Rhododendren richtig pflegen
Der Rhododendron zählt zur Familie der Heidekrautgewächse. Werden seine Standortansprüche berücksichtigt und er gehegt und gepflegt, steht einer wunderbaren Blüte nichts mehr im Wege.

Tipps zur Rhododendron-Pflege:

  • Rhododendron gießen: Bewässern Sie Ihren Rhododendron mit Regenwasser. Wird Leitungswasser verwendet, kann dem enthaltenen Kalk mit zusätzlichem Rindenmulch oder zerkleinerter Fichtenreisig entgegengewirkt werden. 
  • Rhododendron düngen: Streuen Sie regelmäßig nach der Blüte im Frühjahr Hornspäne oder organischen Dünger für Rhododendren über den Wurzelbereich der Pflanze. Dabei sollte es sich um einen chloridfreien Mehrnährstoffdünger handeln. 
  • Rhododendron schneiden: Entfernen Sie nach der Blüte verwelkte Blütenstände vorsichtig, um so die Bildung neuer Blüten zu fördern. Ein radikaler Rückschnitt ist nicht nötig, nichtsdestotrotz vertragen gut eingewurzelte Pflanzen einen Formschnitt oder stärkeren Rückschnitt bis ins Holz.

Kombinationen: So sorgen Sie für Harmonie im Garten


Rhododendren vertragen keine starke Wurzelkonkurrenz und harmonieren deshalb am besten mit Bodendeckern, Farnen, bestimmten Gehölzen und Stauden.

Wussten Sie schon? Rhododendren fühlen sich neben Seggen, Kiefern, Eiben, Buchs und Stechpalme wohl. Auch Hortensien und Blumen-Hartriegel sind gern gesehene Kollegen.

Winterschutz für Rhododendren

Im Beet überwintern: Rhododendren wurzeln sehr flach in der Erde und sind aus diesem Grund sehr schnell von Frostschäden betroffen. Zum Schutz der Pflanze inklusive des Wurzelbereichs können Laub, Zweige, Rindenmulch und Reisig um den Ansatz der Triebe und den Wurzelbereich gelegt werden. Um die Pflanze vor Trockenschäden zu schützen, schatten Sie den Rhododendron vor direkter Sonneneinstrahlung mithilfe eines Vlieses oder einer Schilfmatte ab und bewässern Sie Immergrüne an frostfreien Tagen.
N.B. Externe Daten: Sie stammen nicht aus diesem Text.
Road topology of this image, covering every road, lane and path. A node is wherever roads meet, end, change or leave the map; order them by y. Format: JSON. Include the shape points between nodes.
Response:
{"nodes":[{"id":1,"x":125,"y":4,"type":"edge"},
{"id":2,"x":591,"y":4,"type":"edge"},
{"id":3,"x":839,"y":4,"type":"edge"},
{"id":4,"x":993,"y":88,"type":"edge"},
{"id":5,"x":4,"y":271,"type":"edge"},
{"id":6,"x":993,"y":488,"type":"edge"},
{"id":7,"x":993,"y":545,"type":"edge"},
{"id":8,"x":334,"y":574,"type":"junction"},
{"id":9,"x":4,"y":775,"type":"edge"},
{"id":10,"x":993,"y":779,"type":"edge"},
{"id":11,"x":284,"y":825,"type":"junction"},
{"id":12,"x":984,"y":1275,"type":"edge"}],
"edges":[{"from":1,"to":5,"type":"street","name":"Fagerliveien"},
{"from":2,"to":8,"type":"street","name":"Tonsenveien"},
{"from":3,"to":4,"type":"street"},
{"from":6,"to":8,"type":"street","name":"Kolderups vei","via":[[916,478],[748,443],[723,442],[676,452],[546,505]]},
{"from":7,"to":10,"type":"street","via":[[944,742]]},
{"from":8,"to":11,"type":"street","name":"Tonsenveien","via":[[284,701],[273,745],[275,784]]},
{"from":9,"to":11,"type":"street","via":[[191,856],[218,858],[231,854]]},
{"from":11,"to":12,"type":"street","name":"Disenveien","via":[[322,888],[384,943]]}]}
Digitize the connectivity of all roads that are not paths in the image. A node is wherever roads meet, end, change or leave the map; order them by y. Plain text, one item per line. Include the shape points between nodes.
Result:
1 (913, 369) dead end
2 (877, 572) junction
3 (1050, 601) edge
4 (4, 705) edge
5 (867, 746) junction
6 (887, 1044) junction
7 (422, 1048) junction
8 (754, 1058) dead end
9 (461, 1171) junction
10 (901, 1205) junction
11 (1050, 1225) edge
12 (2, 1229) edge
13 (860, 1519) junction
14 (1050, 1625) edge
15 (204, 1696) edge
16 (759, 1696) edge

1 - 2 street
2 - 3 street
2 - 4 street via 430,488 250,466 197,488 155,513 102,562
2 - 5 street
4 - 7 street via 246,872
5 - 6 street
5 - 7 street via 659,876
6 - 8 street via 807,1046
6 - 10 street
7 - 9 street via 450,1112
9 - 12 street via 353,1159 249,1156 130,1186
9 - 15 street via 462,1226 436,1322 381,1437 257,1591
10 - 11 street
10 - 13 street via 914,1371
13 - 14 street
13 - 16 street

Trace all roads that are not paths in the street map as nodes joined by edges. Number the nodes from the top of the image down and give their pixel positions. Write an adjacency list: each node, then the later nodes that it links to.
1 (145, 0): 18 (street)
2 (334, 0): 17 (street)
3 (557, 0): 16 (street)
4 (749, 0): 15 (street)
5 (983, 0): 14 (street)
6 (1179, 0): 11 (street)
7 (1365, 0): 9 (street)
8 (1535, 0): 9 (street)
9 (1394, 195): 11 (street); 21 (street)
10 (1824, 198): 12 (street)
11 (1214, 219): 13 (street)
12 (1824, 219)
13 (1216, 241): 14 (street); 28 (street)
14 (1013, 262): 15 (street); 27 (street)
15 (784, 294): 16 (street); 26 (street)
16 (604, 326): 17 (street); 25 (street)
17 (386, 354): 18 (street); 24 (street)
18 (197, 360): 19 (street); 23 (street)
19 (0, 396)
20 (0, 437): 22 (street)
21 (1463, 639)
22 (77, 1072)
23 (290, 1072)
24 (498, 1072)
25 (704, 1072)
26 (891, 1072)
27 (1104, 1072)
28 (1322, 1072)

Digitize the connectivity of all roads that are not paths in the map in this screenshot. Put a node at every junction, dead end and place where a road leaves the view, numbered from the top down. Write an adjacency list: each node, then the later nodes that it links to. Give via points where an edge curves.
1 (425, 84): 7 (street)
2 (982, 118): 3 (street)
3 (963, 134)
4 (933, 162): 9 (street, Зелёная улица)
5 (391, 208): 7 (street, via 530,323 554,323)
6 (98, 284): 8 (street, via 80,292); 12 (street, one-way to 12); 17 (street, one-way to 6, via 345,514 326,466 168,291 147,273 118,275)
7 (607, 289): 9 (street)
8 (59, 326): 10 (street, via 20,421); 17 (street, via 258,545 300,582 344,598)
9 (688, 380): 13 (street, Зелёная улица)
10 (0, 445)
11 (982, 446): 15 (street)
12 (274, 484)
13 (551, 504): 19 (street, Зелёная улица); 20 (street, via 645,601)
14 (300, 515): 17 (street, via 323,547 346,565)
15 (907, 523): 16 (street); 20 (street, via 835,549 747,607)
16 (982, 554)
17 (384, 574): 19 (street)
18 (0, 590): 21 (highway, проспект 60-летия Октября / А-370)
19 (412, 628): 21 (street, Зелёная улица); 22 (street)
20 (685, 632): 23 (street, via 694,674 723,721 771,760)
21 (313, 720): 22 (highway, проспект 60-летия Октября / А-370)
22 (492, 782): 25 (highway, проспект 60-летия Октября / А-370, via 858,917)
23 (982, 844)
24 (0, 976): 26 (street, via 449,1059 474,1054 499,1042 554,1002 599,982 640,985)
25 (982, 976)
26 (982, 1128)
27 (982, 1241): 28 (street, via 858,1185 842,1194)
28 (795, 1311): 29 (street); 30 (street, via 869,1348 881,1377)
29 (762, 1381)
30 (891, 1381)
Im Kübel überwintern: Rhododendren im Topf benötigen mehr Pflege als im Beet gepflanzte Sträucher. Achten Sie auf einen windgeschützten Standort und vermeiden Sie direkte Sonneneinstrahlung. Eine dicke Styroporplatte schützt die Pflanze vor dem Erfrieren. Wichtig ist: Versorgen Sie Ihren Rhododendron auch in den Wintermonaten mit Wasser und verhindern Sie so ein Vertrocknen.